Collected data entries:
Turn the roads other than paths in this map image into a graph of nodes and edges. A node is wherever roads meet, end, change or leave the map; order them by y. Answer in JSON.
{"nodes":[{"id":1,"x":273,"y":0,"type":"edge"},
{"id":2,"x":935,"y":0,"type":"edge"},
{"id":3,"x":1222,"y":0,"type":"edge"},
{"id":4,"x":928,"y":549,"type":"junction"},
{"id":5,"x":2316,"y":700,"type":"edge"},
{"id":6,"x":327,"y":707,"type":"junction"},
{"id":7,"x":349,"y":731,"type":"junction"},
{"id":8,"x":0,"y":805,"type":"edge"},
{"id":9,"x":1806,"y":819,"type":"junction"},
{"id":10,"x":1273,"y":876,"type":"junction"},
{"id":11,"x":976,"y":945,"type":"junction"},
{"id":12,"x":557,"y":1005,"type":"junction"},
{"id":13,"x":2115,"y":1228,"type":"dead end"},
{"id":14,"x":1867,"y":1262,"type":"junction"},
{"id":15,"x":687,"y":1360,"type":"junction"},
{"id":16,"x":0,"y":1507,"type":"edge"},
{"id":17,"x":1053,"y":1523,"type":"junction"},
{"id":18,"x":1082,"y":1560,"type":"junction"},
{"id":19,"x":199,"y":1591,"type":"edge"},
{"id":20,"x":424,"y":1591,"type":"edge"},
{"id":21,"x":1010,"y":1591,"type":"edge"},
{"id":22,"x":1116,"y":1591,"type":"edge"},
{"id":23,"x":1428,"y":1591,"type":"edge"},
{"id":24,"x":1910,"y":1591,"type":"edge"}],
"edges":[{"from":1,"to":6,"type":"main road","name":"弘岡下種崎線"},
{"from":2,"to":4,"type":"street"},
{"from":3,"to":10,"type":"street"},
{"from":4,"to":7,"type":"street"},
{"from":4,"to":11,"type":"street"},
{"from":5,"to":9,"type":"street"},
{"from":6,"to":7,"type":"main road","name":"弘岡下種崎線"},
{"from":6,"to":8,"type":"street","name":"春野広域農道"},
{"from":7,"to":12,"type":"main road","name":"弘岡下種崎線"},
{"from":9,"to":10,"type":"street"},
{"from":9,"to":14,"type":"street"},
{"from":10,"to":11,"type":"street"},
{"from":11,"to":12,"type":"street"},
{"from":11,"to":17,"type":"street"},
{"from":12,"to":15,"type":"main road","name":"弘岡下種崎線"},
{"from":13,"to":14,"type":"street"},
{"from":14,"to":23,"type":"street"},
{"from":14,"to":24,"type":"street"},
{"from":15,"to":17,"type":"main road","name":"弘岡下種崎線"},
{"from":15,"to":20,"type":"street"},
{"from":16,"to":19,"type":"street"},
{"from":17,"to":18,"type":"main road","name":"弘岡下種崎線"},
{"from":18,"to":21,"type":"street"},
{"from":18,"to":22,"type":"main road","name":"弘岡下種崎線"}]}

# Task statement
Within the entries above, find every line where the string "main" occurs, and copy it.

# Response for this exercise
"edges":[{"from":1,"to":6,"type":"main road","name":"弘岡下種崎線"},
{"from":6,"to":7,"type":"main road","name":"弘岡下種崎線"},
{"from":7,"to":12,"type":"main road","name":"弘岡下種崎線"},
{"from":12,"to":15,"type":"main road","name":"弘岡下種崎線"},
{"from":15,"to":17,"type":"main road","name":"弘岡下種崎線"},
{"from":17,"to":18,"type":"main road","name":"弘岡下種崎線"},
{"from":18,"to":22,"type":"main road","name":"弘岡下種崎線"}]}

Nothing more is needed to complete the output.